Thank you Ricki for allowing me to be one of the first readers of your book! (and congrats!)


  1. I planted some artichokes. I appreciate how they get tall and give me food, look a bit evil, and then in my winter garden clean out, I just chop the plant down all mean like, and they come back up the next year. Great plant.

  2. Bruce Bennett in SF, CASeptember 22, 2011

    Please Enter me in to win!

  3. I wrote the book before blogging, but you were just the type of reader I envisioned chatting up. Thanks for writing a swell review that picks up on many of the salient points. Bop on!

  4. My first real garden was an old dumpy rental in inner SE Portland where many of Portland's early Italian & Sicilian immigrants lived. It was down the street from my great-grandparents house and it was the neighborhood where my dad grew up. We were near the railroad tracks and I loved to hear the windows shake whenever a train went by. My husband and I loved to walk the neighborhood looking at the gardens and weeds to see and feel the past we weren't part of, but I knew that didn't matter because I weighed heavily on the minds of my family since family meant the world to them.

    To wrap this up, we inherited a house with two fig trees with more grafts than I had ever seen before and we never lacked for them, but what I wanted back then were roses. I know that roses get old in this mildewy town, but the roses grew like crazy in that horrible concrete garden. My great-grandmother was from Sicily and she loved roses and I did it for her because he name was Rosaria.

  5. Now I'm even more excited about reading Ricki's book. No need to enter me in the drawing, as I've already ordered my copy from the publisher, but what a great giveaway someone will get!

    My first plant in my new garden was a Trachycarpus fortunei, as a standard-bearer for my slightly disorganized, Mediterranean and plant-happy mixup.

  6. That looks like some fine rainy day reading material! We may have a few rainy days coming soon :)

    The first plant we planted, in our first home, 25 years or so ago, was a 'Mozart' Rose that we purchased from 'Pickering Rose Catalog'. The name of our favorite composer and our favorite cat, we will have that rose in every home!

    Wyatt's Mom

  7. The first thing I planted in the garden is my Cox's apple tree , as a reminder of my time in the UK.

  8. sarasanger, I especially like that you don't just chop them down you do it "all mean like"...!

    Bruce, but you see if I do, and you win, I have no way to get in touch with you to find out where to ship the book...

    ricki, I especially enjoyed a look back at your pre-blogging gardening world...especially the parts where you talk about a move to a place with more land, since that's the only garden I've "known" you with.

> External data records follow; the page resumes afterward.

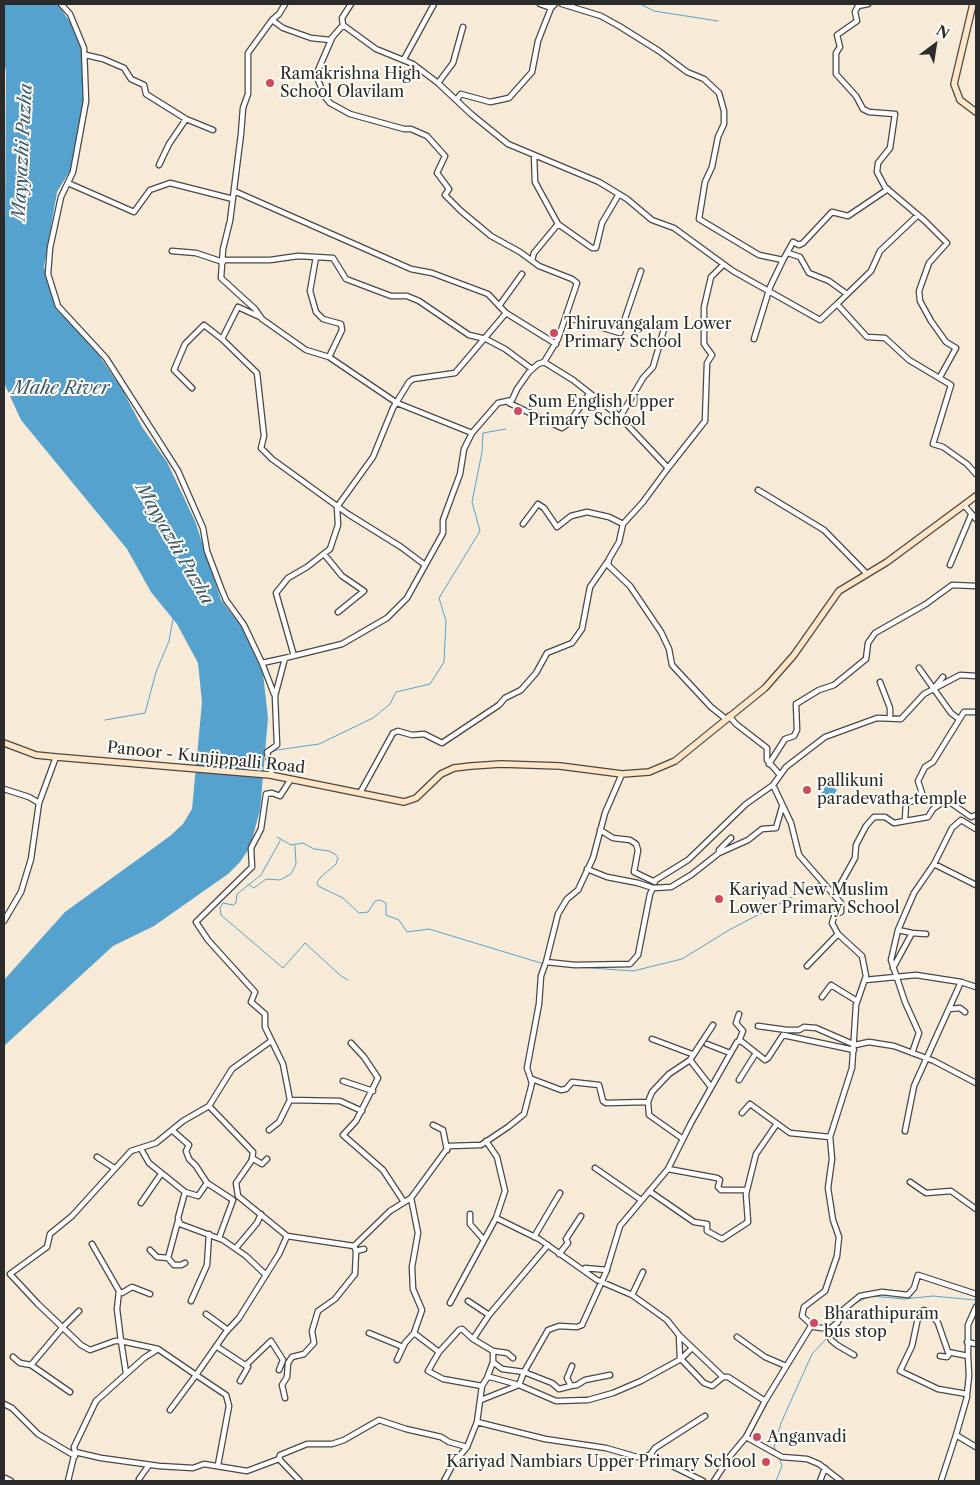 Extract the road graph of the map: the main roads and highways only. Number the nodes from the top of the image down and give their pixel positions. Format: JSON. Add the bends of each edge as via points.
{"nodes":[{"id":1,"x":973,"y":4,"type":"edge"},
{"id":2,"x":976,"y":112,"type":"edge"},
{"id":3,"x":976,"y":496,"type":"edge"},
{"id":4,"x":4,"y":743,"type":"edge"}],
"edges":[{"from":1,"to":2,"type":"main road","via":[[954,84],[960,100]]},
{"from":3,"to":4,"type":"main road","name":"Panoor - Kunjippalli Road","via":[[835,595],[789,661],[765,688],[675,761],[649,772],[622,774],[560,766],[501,764],[447,771],[409,801],[394,802],[291,778],[56,757]]}]}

    Ann, great story! Thank you.

    MulchMaid, maybe you'll be a quicker thinker than I and have Ricki autograph yours! I'm sure you'll enjoy it.

    Wyatt's mom, rain? God I'm afraid you're right.

    Linda, how's the harvest?

  9. I'm about halfway through the book, Loree and I'm enjoying every word of it. Ricki is quite an accomplished writer and I love how she weaves her prose in a poetic yet highly-readable style. As a cat lover I was definitely bemused by her delightful garden-cat tales. Stay tuned for my review in a future post.

    The first plant I grew? I don't know if my brain can go back that far. LOL Hmmm... well my first attempts at gardening were of the vegetable sort. What sticks out most is the black aphid-laden green bean patch. Live and learn. Veggies are too labor intensive for my taste. Because I already own a copy of Ricki's book, please don't include me in the drawing.